Store copies of everything in cloud storage immediately. Do not rely solely on your phone.
The goal of this phase is not to clean up the water. It is to stop the water from spreading to areas that are currently dry.
What you can do safely:
Place towels, sandbags, or rolled-up rugs along doorways to slow water migration to unaffected rooms
Move small, lightweight items off wet floors if you can do so without entering deeply flooded areas
Move furniture off saturated carpet (wet furniture stains carpet permanently and adds weight that compresses the padding into the subfloor)
If the water is coming through the roof, place buckets and lay plastic sheeting over flooring if accessible
Open interior doors to improve air circulation in dry adjacent rooms
What you should not do:
Do not use a standard household vacuum or shop vac to remove standing water (these are not designed for this volume and create additional electrical hazard)
Do not run ceiling fans or HVAC in rooms where the ceiling may be wet or saturated (a wet ceiling fan can fail catastrophically)
Do not pull up wet carpet yourself unless instructed to by your restoration contractor (improper removal can damage the subfloor and complicate the insurance claim)
Do not apply bleach, Kilz, or any sealant to wet surfaces (sealing in moisture accelerates rot and mold)
Do not discard any damaged property before your insurance adjuster has documented it
The timeline of water damage is not forgiving. Here is what is happening to your home while the water sits.
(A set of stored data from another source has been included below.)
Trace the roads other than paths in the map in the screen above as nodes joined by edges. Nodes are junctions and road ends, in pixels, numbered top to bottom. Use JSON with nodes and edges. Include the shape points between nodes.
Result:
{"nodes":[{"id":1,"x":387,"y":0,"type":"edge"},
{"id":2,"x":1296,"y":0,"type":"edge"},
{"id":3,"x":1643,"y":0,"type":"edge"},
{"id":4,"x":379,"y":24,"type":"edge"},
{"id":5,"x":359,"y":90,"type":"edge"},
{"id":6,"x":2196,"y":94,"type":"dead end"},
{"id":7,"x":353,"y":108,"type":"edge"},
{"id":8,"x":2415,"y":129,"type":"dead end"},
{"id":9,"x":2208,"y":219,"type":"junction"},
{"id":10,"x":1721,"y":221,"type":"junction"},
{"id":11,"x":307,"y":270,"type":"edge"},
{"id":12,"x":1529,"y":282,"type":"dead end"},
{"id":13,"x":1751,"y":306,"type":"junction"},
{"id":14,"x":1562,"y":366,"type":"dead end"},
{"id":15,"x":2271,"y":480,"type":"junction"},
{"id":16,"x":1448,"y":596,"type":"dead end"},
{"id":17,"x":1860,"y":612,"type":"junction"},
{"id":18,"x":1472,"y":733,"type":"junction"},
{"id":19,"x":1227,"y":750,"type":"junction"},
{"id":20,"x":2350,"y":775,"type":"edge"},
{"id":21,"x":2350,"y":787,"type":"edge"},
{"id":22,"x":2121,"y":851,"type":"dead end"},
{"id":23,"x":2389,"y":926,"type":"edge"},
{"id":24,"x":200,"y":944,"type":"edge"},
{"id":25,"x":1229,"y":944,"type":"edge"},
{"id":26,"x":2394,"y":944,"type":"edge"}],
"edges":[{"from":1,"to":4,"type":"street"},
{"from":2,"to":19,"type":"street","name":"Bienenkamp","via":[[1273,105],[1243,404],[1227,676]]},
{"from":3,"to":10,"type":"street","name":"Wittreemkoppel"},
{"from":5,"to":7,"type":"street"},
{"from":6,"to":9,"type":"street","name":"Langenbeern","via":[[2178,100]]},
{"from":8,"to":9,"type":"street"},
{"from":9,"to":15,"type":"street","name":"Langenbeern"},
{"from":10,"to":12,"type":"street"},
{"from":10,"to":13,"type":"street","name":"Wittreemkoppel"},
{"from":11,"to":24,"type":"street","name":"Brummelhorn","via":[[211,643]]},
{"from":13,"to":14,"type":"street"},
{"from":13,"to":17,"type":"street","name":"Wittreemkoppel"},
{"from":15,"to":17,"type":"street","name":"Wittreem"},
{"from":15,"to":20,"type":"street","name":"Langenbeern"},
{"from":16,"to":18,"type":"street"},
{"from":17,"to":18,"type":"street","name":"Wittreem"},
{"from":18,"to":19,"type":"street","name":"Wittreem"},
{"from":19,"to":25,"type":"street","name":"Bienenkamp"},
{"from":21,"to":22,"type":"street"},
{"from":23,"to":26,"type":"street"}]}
Time Since Water Contact What Is Happening 0 to 30 minutes Water begins saturating drywall, flooring, and insulation. Wood framing starts absorbing moisture. 30 to 60 minutes Furniture dyes bleed. Metal surfaces begin oxidizing. Subfloor starts to swell. 1 to 2 hours Drywall begins to deteriorate structurally. Wood floors begin to buckle. Odors develop. 3 to 6 hours Drywall that held paint and finish starts to fail. Wood framing swells and warps. Adhesives in flooring weaken. 24 to 48 hours Mold colonization can begin. HVAC contamination risk rises sharply. Structural integrity compromised in extended wet zones. 72 hours and beyond Widespread mold, structural rot, and contamination make the remediation scope significantly larger and more expensive.
Industrial extraction equipment changes this timeline completely. Every hour between the event and the arrival of professional drying equipment is additional restoration scope. Getting Titus GC on site fast is not just about speed. It is about limiting the total cost of the event.
If the restoration team is two or more hours away, here are the actions that have the highest impact on preventing long-term structural damage.
Remove standing water from hardwood floors as quickly as possible. Hardwood begins to absorb water within minutes. Every minute of contact increases the risk of irreversible cupping, buckling, and swelling. Use dry mops, towels, and buckets to remove surface water before it saturates the wood.
Get air moving in affected rooms immediately. Open windows if outdoor humidity is lower than indoor humidity (generally safe to do in dry weather, counterproductive in humid Maryland summer conditions). Portable fans pointed across wet surfaces, not directly at wet walls, help accelerate evaporation from the surface layer.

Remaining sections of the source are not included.